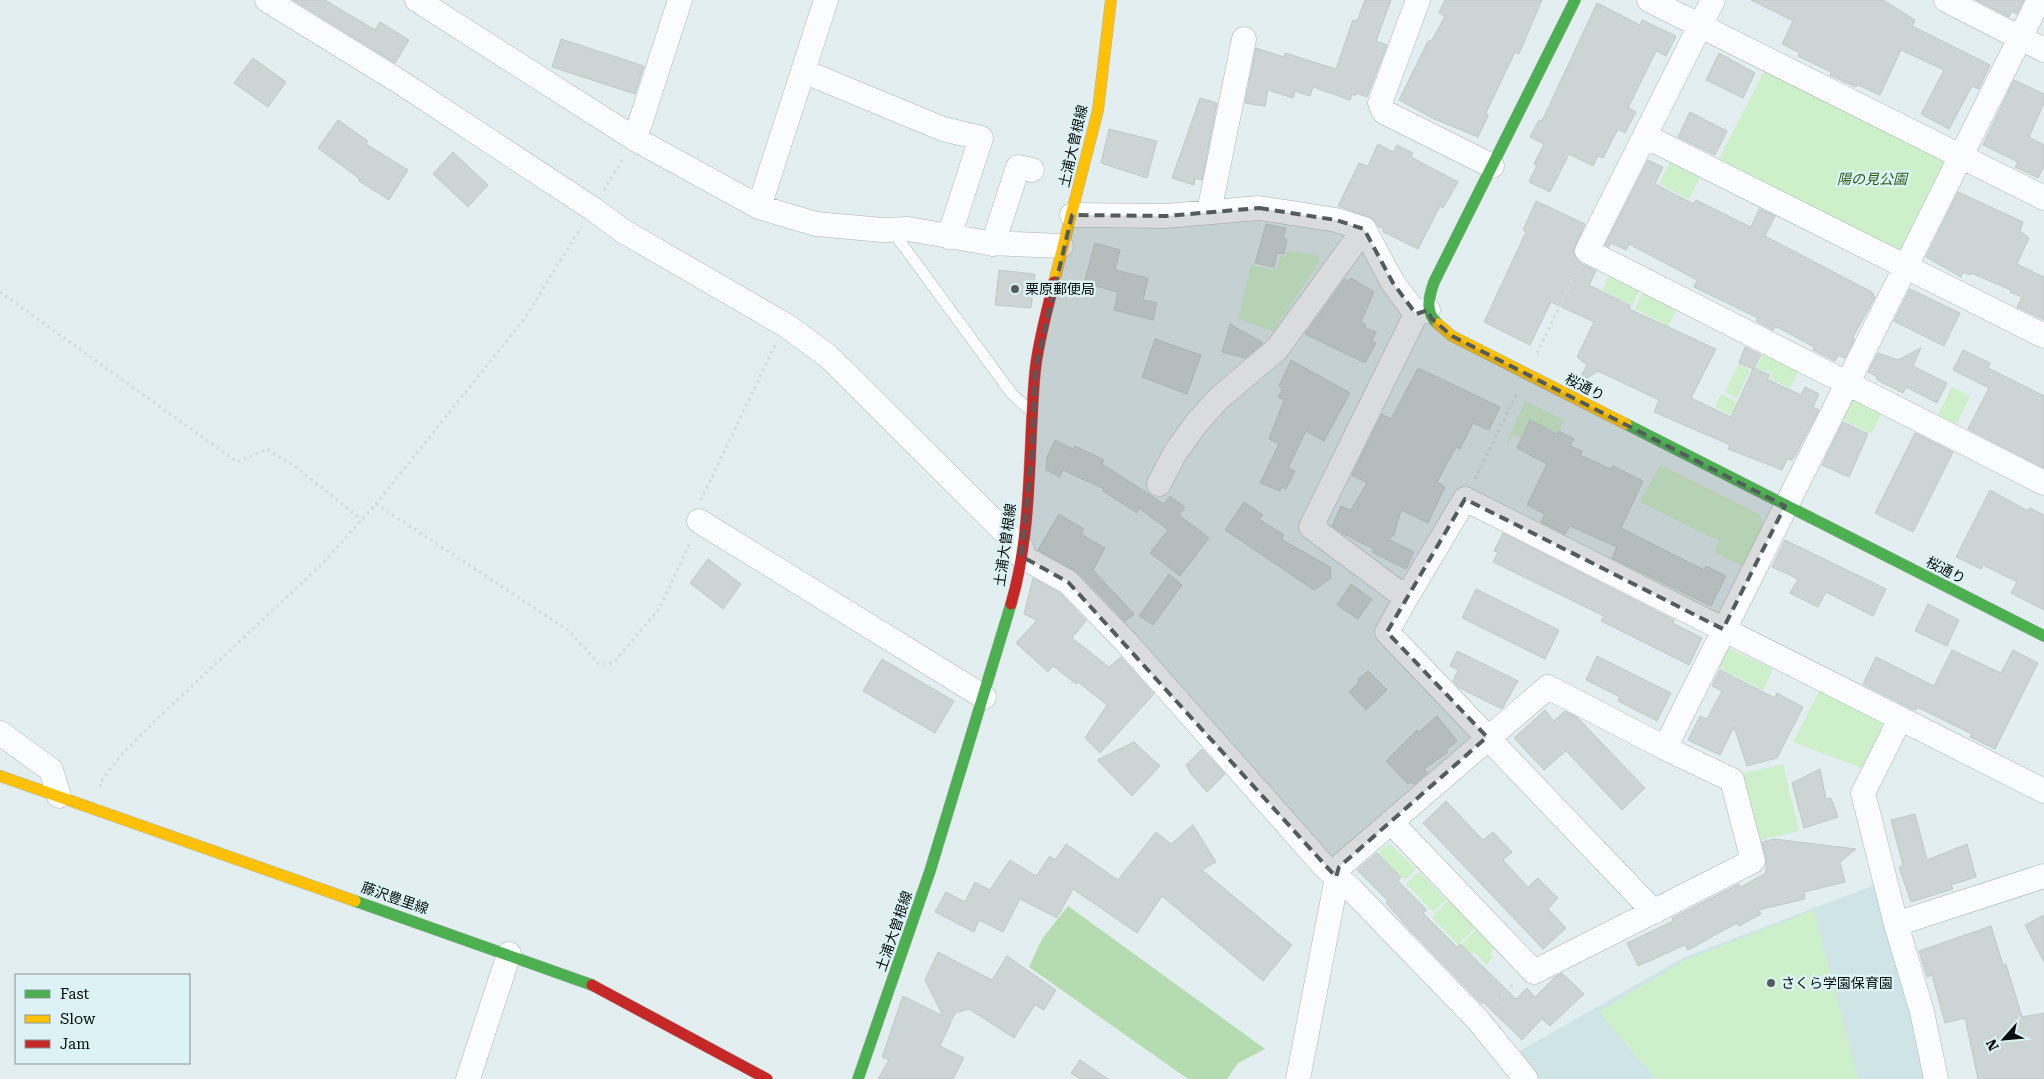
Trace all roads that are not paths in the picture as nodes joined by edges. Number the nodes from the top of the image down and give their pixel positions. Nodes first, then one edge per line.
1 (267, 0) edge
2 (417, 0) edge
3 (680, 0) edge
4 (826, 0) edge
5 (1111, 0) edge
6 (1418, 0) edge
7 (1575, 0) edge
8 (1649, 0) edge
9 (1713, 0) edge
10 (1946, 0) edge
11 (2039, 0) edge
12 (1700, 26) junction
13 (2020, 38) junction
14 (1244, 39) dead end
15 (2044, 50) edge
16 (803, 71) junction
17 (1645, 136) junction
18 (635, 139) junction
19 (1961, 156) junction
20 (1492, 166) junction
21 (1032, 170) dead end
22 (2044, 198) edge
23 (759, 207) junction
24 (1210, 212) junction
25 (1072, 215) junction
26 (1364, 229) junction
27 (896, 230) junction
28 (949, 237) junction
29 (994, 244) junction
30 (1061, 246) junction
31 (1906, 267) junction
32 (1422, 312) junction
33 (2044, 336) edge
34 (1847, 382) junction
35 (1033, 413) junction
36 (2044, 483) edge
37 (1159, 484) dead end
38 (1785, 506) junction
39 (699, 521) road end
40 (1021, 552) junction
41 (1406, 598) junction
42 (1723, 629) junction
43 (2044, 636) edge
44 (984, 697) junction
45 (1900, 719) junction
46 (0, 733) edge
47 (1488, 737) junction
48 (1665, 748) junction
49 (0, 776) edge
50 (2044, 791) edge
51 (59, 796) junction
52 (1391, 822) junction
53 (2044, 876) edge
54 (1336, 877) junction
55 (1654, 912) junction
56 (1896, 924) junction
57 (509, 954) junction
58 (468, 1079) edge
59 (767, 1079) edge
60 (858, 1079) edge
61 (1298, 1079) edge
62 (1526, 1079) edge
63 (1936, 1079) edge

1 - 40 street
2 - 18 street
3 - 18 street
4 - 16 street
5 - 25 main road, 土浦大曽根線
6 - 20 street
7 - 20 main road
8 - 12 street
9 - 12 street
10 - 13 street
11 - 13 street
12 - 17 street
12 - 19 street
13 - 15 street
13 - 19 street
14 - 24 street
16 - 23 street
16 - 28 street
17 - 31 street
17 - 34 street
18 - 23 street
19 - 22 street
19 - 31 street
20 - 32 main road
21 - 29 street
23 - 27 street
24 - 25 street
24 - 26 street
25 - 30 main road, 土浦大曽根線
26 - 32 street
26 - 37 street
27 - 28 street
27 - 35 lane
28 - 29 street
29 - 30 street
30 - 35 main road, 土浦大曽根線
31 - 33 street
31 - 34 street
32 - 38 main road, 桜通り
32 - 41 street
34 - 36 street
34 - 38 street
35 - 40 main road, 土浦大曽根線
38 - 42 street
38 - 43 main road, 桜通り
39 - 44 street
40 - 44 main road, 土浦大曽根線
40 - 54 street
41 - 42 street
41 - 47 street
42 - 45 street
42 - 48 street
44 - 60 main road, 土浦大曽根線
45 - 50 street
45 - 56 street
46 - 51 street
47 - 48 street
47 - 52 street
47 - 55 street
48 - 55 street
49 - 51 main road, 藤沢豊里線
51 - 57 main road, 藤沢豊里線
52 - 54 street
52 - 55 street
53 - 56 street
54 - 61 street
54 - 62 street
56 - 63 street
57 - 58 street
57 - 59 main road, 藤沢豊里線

● TASK INSTRUCTIONS
Return each line of the material in which the string "藤沢豊里線" can be found.

● WRITTEN ANSWER
49 - 51 main road, 藤沢豊里線
51 - 57 main road, 藤沢豊里線
57 - 59 main road, 藤沢豊里線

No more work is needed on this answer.